<<<<
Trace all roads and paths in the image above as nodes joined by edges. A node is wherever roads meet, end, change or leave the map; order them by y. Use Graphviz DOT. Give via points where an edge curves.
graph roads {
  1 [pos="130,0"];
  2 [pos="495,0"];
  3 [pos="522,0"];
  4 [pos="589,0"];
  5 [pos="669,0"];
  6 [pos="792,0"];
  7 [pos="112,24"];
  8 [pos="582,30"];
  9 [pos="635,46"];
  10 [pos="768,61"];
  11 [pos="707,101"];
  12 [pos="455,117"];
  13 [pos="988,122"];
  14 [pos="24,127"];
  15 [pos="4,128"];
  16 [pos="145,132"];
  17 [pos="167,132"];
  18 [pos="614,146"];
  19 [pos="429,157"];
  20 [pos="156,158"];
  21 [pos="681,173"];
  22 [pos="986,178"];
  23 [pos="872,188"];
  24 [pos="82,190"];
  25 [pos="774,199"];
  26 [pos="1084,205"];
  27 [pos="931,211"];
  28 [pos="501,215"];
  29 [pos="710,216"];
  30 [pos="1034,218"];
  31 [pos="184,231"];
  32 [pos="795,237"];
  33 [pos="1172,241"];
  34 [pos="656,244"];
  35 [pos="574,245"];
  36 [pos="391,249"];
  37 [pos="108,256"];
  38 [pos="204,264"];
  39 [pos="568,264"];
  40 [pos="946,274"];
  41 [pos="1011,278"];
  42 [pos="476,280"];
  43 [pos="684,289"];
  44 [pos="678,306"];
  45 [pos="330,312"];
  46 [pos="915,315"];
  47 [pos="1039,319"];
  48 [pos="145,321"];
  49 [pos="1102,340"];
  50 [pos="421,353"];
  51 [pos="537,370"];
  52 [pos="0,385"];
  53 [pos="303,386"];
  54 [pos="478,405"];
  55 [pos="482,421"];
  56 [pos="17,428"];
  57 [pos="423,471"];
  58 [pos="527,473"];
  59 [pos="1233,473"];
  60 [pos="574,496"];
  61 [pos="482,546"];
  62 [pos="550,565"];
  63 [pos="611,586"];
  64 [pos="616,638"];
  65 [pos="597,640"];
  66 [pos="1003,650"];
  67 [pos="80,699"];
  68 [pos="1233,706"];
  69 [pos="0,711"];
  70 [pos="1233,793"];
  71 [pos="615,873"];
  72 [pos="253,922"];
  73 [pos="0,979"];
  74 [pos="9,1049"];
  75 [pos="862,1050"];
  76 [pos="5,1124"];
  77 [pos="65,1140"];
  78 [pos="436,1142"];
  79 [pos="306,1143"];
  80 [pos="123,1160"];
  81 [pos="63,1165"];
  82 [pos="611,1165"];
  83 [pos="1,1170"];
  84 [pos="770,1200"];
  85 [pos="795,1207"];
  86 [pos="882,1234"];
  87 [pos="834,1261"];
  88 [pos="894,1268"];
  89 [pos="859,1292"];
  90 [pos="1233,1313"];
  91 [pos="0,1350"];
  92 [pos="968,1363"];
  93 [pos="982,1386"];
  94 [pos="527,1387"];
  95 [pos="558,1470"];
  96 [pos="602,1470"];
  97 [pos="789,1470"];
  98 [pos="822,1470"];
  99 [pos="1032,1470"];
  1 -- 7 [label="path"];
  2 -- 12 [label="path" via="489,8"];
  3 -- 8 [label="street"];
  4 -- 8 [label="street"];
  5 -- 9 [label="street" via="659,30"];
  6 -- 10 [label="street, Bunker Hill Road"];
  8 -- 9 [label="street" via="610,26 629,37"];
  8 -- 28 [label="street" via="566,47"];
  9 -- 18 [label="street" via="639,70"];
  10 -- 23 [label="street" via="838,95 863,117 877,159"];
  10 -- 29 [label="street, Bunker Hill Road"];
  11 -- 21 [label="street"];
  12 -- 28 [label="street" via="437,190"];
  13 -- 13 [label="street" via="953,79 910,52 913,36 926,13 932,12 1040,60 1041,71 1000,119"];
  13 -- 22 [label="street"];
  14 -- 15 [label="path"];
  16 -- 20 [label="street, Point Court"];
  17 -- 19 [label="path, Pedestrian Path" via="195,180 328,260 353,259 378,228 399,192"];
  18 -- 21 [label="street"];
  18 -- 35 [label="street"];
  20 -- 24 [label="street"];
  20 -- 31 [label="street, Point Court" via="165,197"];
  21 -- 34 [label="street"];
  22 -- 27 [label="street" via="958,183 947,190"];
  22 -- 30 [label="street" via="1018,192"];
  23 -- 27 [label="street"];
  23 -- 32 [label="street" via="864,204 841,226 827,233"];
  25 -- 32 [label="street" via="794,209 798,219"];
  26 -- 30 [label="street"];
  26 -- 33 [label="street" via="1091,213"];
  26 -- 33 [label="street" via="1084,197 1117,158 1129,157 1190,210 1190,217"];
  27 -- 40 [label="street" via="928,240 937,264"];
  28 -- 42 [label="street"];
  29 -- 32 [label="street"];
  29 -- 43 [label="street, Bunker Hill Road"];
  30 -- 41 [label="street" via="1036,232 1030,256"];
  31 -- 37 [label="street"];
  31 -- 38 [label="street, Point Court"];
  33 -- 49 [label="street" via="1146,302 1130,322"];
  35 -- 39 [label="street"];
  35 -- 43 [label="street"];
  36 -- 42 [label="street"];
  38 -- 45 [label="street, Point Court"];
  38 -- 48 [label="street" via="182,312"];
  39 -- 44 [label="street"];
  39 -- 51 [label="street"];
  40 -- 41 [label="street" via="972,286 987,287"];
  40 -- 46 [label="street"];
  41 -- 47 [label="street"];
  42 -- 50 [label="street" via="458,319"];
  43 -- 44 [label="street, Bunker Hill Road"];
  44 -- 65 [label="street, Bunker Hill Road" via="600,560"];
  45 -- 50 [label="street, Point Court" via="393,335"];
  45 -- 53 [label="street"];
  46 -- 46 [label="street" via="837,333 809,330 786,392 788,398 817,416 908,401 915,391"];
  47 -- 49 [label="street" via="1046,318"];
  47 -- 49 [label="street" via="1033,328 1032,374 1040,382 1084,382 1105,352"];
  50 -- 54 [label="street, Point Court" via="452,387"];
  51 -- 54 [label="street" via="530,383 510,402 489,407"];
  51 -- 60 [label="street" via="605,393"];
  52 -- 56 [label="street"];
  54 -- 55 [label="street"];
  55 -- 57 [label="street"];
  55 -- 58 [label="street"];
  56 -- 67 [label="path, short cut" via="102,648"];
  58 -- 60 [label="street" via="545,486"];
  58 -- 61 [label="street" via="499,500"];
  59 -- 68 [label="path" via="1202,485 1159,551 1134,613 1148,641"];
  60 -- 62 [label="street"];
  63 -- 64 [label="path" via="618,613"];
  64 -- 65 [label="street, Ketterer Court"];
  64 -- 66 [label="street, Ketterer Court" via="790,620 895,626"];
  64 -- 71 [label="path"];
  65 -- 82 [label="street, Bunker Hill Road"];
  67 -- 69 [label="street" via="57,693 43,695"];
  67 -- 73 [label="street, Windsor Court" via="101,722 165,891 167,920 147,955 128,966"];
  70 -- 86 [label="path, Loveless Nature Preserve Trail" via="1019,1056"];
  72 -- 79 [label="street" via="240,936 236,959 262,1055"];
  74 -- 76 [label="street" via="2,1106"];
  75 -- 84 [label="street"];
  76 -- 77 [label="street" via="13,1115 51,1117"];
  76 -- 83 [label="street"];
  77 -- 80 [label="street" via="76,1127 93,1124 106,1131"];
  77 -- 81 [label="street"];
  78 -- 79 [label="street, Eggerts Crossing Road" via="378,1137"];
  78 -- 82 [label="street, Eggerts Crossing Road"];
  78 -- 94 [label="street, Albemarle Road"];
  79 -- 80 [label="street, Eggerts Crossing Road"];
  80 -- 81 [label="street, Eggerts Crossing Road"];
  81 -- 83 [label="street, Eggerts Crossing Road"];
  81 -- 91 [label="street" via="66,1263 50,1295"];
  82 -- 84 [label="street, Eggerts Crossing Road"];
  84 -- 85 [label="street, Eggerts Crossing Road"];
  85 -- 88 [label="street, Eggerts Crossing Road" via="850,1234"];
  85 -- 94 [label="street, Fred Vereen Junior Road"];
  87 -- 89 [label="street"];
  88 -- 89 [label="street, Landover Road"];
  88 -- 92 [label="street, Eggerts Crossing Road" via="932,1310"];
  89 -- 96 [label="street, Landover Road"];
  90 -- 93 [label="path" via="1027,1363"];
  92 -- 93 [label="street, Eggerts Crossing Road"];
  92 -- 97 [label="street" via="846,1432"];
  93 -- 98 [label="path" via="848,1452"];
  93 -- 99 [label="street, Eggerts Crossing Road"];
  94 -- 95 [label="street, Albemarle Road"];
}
>>>>
Search the entries for "Crossing" and copy out each line that has it.

EXPECTED ANSWER →
  78 -- 79 [label="street, Eggerts Crossing Road" via="378,1137"];
  78 -- 82 [label="street, Eggerts Crossing Road"];
  79 -- 80 [label="street, Eggerts Crossing Road"];
  80 -- 81 [label="street, Eggerts Crossing Road"];
  81 -- 83 [label="street, Eggerts Crossing Road"];
  82 -- 84 [label="street, Eggerts Crossing Road"];
  84 -- 85 [label="street, Eggerts Crossing Road"];
  85 -- 88 [label="street, Eggerts Crossing Road" via="850,1234"];
  88 -- 92 [label="street, Eggerts Crossing Road" via="932,1310"];
  92 -- 93 [label="street, Eggerts Crossing Road"];
  93 -- 99 [label="street, Eggerts Crossing Road"];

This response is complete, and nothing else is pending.